Wednesday, April 11, 2012

Another Basic Point

What change in the individual, what socially acceptable outcome, do we want prison to provide? It is simple enough to cry that prison should be for punishment, but that is to jump ahead of the thought process - what is the purpose of that punishment? Just what process do we want to occur behind the high walls that lurk, unnoticed, in so many cities?
To punish is obviously a legitimate purpose, at least if the aim of that punishment was socially positive. Or do we want to hurt our fellow Man in a blind spasm of revenge for the offence he committed against us? Do we want to inflict punishment solely as an end in itself? Or do we endow that punishment with a purpose, be it reformatory, rehabilitative, or transformative?
Punishment for its own sake, a socially agreed and rather more sophisticated version of a childlike "he hit me so I hit him back" is, I contend, unworthy of us as adult human beings and as a society.
If we must inflict suffering on fellow Men, let that suffering have some legitimate social purpose in its agenda. Hurting in retaliation merely gives us temporary satisfaction and that obscures the fact that such hurt may actually cause more social harm, harm that far outweighs the original transgression.
If you are persuaded by this line of reasoning, then we find ourselves in deeply difficult territory. What is it that we want punishment to do? If we want imprisonment to do more than be painful or destructive (to both the prisoner and society) then we need to find some positive purpose within it.
At the basest level, it is oft claimed that throwing a crim into the slammer puts a brake upon his ability to commit crime. Senior politicians of all parties will cheerfully make this wild claim and I cannot stress strongly enough that it is a lie. Not a malicious lie, granted, more based in ignorance than malice, but it is a lie even so.
The crime rates within prison are astonishingly high. In fairness, this reality takes some effort to uncover as figures are not collected for "crimes committed in prison". The truth of the matter is dispersed across several sources of information beginning with disciplinary proceedings. Some of these are analogous to crimes, some are purely prison offences. Other sources include medical data (for head injuries in particular) and survey data from researchers and the Inspectorate. The sum total of knowledge, then, about crime rates in prison is quite weighty. Amongst other matters, it reveals that young prisoners - under 18 - have a 1 in 10 chance of being assaulted each and every month.
Putting criminals in prison does not cut crime, it displaces it. So what, you may cry? These are just crims after all, it is their just deserts to become victims themselves. As a populist, late night in the pub reaction I will give that space. As a serious point, though, I have only on response. And that is to beg you to be cautious of a principle which reduces the right of people with criminal records to live free from fear of crime. With several millions of people convicted of motoring offences - yes, crimes one and all - then the chances are you could be inviting the local burglar into your home. After all, you criminal, its only what you deserve isn't it...?
If reducing crime is not one of prison's strongest claims to positivity, then what else can be offered? To what end do we subject people to incarceration? Do we want to reform people, to turn them away from crime?
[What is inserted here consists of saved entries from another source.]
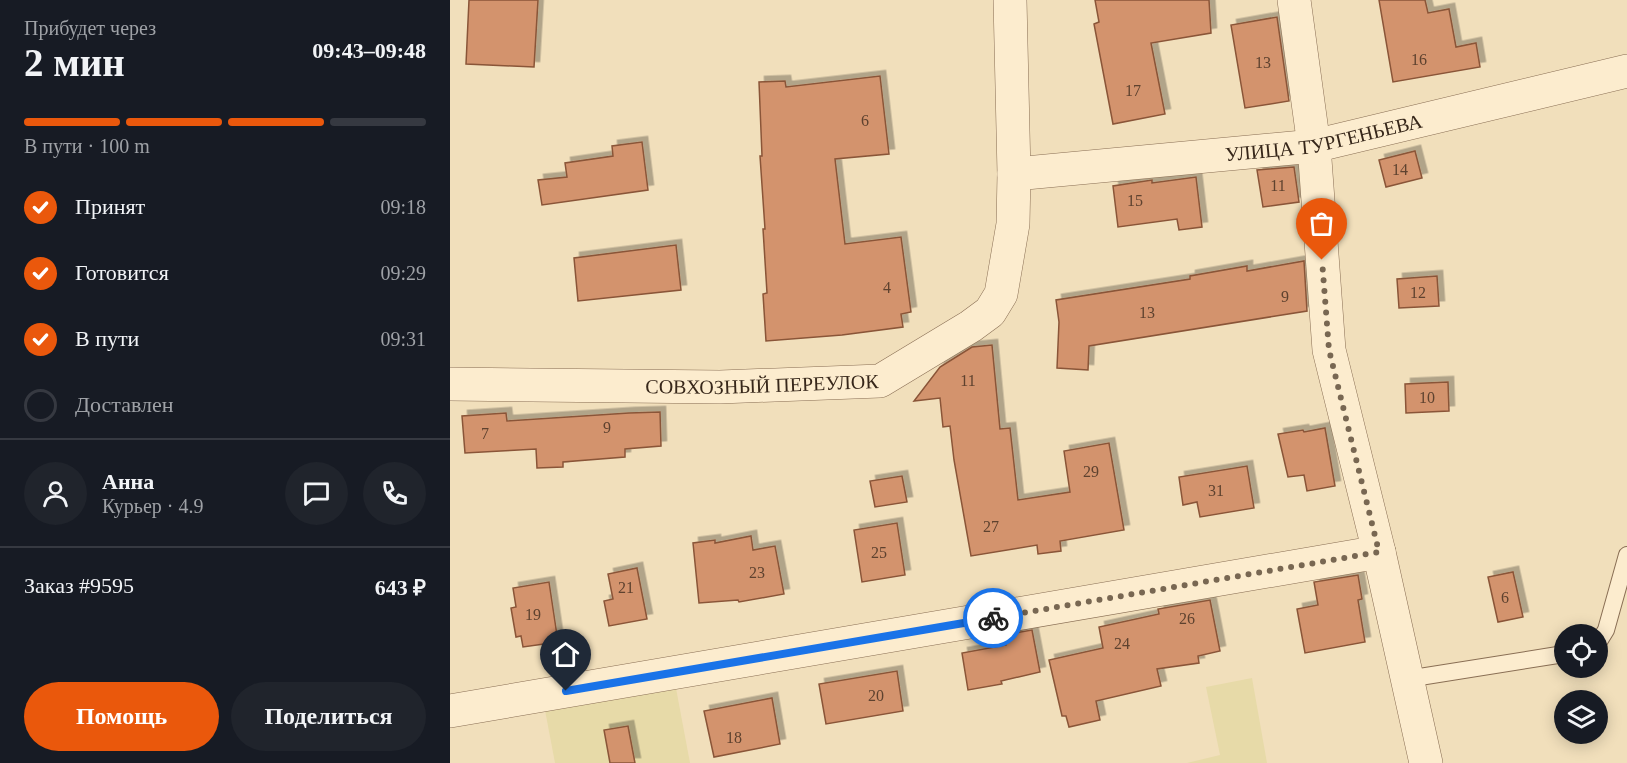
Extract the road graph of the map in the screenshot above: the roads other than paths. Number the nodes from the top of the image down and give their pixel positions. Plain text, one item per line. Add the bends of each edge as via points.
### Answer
1 (1010, 0) edge
2 (1294, 0) edge
3 (1627, 71) edge
4 (1314, 146) junction
5 (1014, 174) junction
6 (450, 384) edge
7 (1379, 552) junction
8 (1627, 555) edge
9 (1608, 624) edge
10 (1554, 656) edge
11 (1407, 679) junction
12 (450, 711) edge
13 (1426, 763) edge

1 - 5 street, СОВХОЗНЫЙ ПЕРЕУЛОК
2 - 4 street
3 - 4 street, УЛИЦА ТУРГЕНЬЕВА
4 - 5 street, УЛИЦА ТУРГЕНЬЕВА
4 - 7 street via 1329,350
5 - 6 street, СОВХОЗНЫЙ ПЕРЕУЛОК via 1013,224 1001,294 990,312 880,381 720,387
7 - 11 street
7 - 12 street
8 - 9 lane
10 - 11 lane
11 - 13 street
Or do we not care about the results, all that we really desire is the satisfaction from comes from hurting those who hurt us?
Are we really that stupid?

1 comment:

  1. The trouble is that the benefits of any system are almost invisible. A person deterred from committing crime remains invisible to statistics. A person who has a very early diagnosis from a doctor and is easily cured rather than needing a later operation isn't seen taking up a hospital bed. A car fitted with ABS isn't seen not to crash on the slippery road.

    So arguing against prison on the basis that the people in prison are not deterred from crime misses the bigger picture.